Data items
╭──
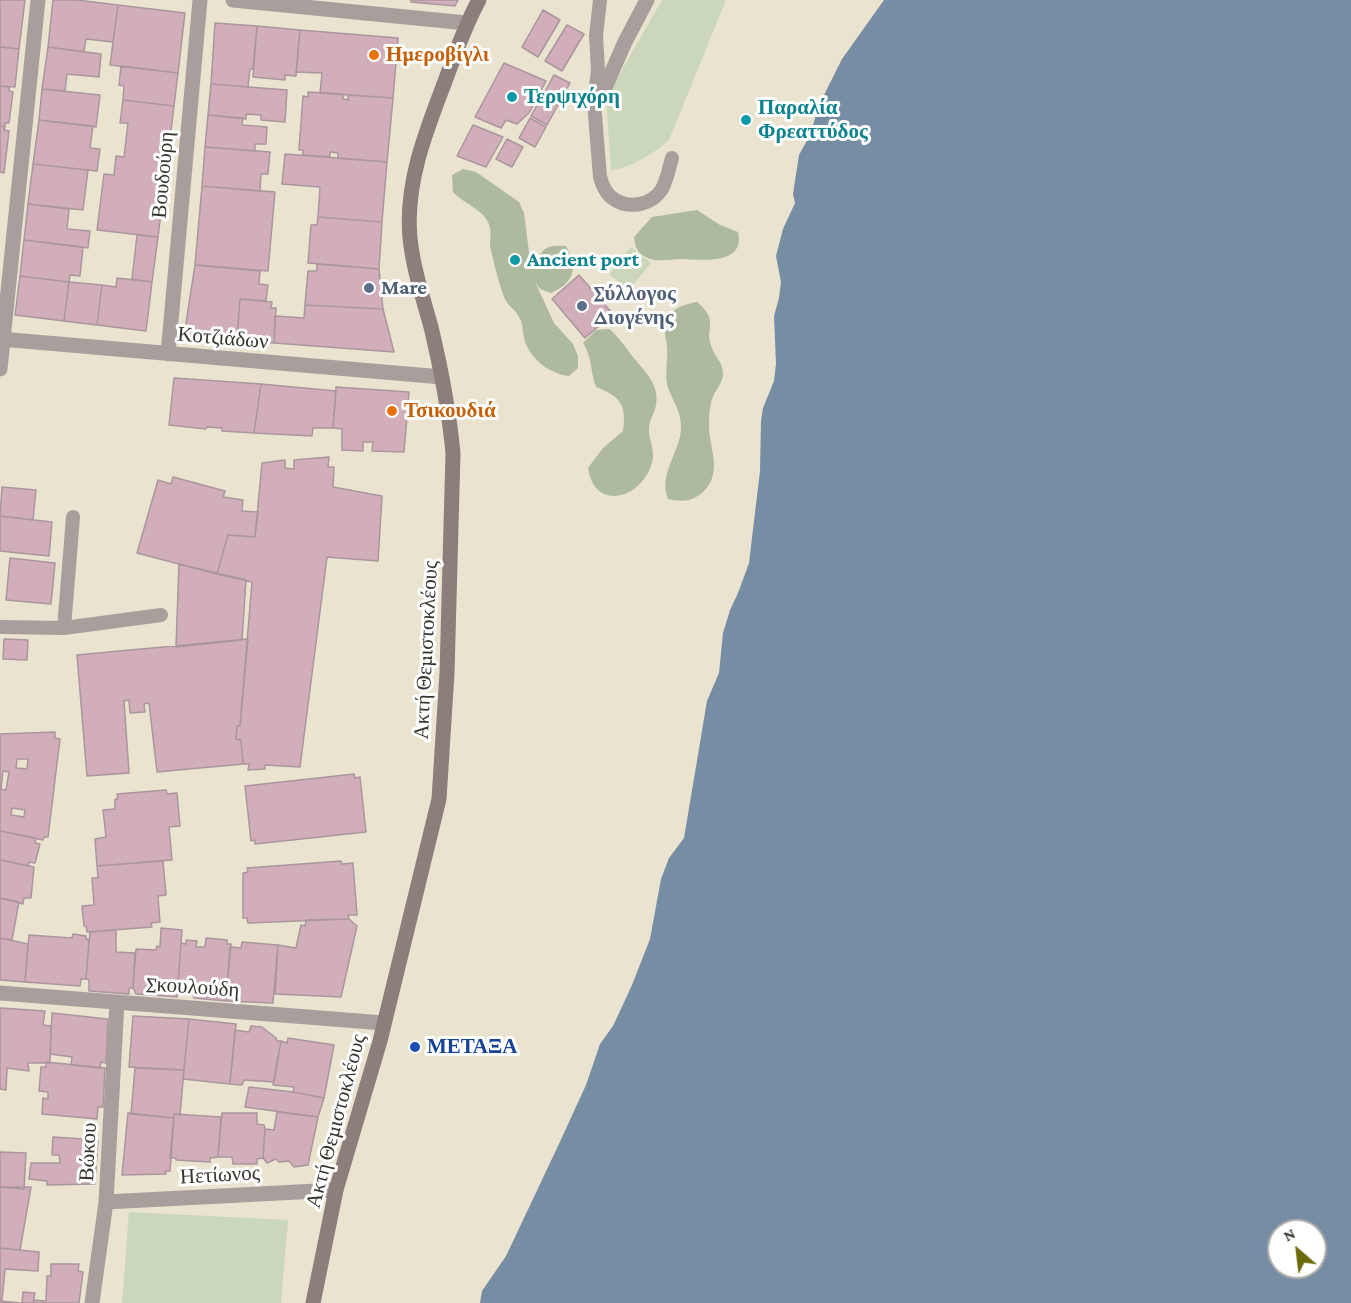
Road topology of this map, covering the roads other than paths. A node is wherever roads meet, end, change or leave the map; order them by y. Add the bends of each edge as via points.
1 (38, 0) edge
2 (200, 0) edge
3 (233, 0) edge
4 (479, 0) edge
5 (600, 0) edge
6 (647, 0) edge
7 (467, 22) junction
8 (595, 93) junction
9 (672, 158) dead end
10 (2, 339) edge
11 (168, 354) junction
12 (0, 369) edge
13 (442, 377) junction
14 (73, 517) dead end
15 (161, 615) dead end
16 (0, 627) edge
17 (64, 628) junction
18 (0, 993) edge
19 (117, 1002) junction
20 (384, 1023) junction
21 (336, 1190) junction
22 (106, 1202) junction
23 (92, 1303) edge
24 (313, 1303) edge

1 - 10 street
2 - 11 street, Βουδούρη
3 - 7 street
4 - 7 main road, Ακτή Θεμιστοκλέους
5 - 8 lane
6 - 8 street via 603,92
7 - 13 main road, Ακτή Θεμιστοκλέους via 421,147 410,208 415,266
8 - 9 lane via 600,177 611,197 632,205 654,198 662,189
10 - 11 street, Κοτζιάδων
10 - 12 street
11 - 13 street, Κοτζιάδων
13 - 20 main road, Ακτή Θεμιστοκλέους via 453,476 439,799
14 - 17 lane
15 - 17 lane
16 - 17 lane
18 - 19 street, Σκουλούδη
19 - 20 street, Σκουλούδη
19 - 22 street, Βώκου
20 - 21 main road, Ακτή Θεμιστοκλέους
21 - 22 street, Ηετίωνος
21 - 24 main road, Ακτή Θεμιστοκλέους
22 - 23 street, Βώκου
╰──
» **ASSIGNMENT**:
Copy all of the records verbatim, omitting the pictures.

» **FINISHED EXERCISE**:
Road topology of this map, covering the roads other than paths. A node is wherever roads meet, end, change or leave the map; order them by y. Add the bends of each edge as via points.
1 (38, 0) edge
2 (200, 0) edge
3 (233, 0) edge
4 (479, 0) edge
5 (600, 0) edge
6 (647, 0) edge
7 (467, 22) junction
8 (595, 93) junction
9 (672, 158) dead end
10 (2, 339) edge
11 (168, 354) junction
12 (0, 369) edge
13 (442, 377) junction
14 (73, 517) dead end
15 (161, 615) dead end
16 (0, 627) edge
17 (64, 628) junction
18 (0, 993) edge
19 (117, 1002) junction
20 (384, 1023) junction
21 (336, 1190) junction
22 (106, 1202) junction
23 (92, 1303) edge
24 (313, 1303) edge

1 - 10 street
2 - 11 street, Βουδούρη
3 - 7 street
4 - 7 main road, Ακτή Θεμιστοκλέους
5 - 8 lane
6 - 8 street via 603,92
7 - 13 main road, Ακτή Θεμιστοκλέους via 421,147 410,208 415,266
8 - 9 lane via 600,177 611,197 632,205 654,198 662,189
10 - 11 street, Κοτζιάδων
10 - 12 street
11 - 13 street, Κοτζιάδων
13 - 20 main road, Ακτή Θεμιστοκλέους via 453,476 439,799
14 - 17 lane
15 - 17 lane
16 - 17 lane
18 - 19 street, Σκουλούδη
19 - 20 street, Σκουλούδη
19 - 22 street, Βώκου
20 - 21 main road, Ακτή Θεμιστοκλέους
21 - 22 street, Ηετίωνος
21 - 24 main road, Ακτή Θεμιστοκλέους
22 - 23 street, Βώκου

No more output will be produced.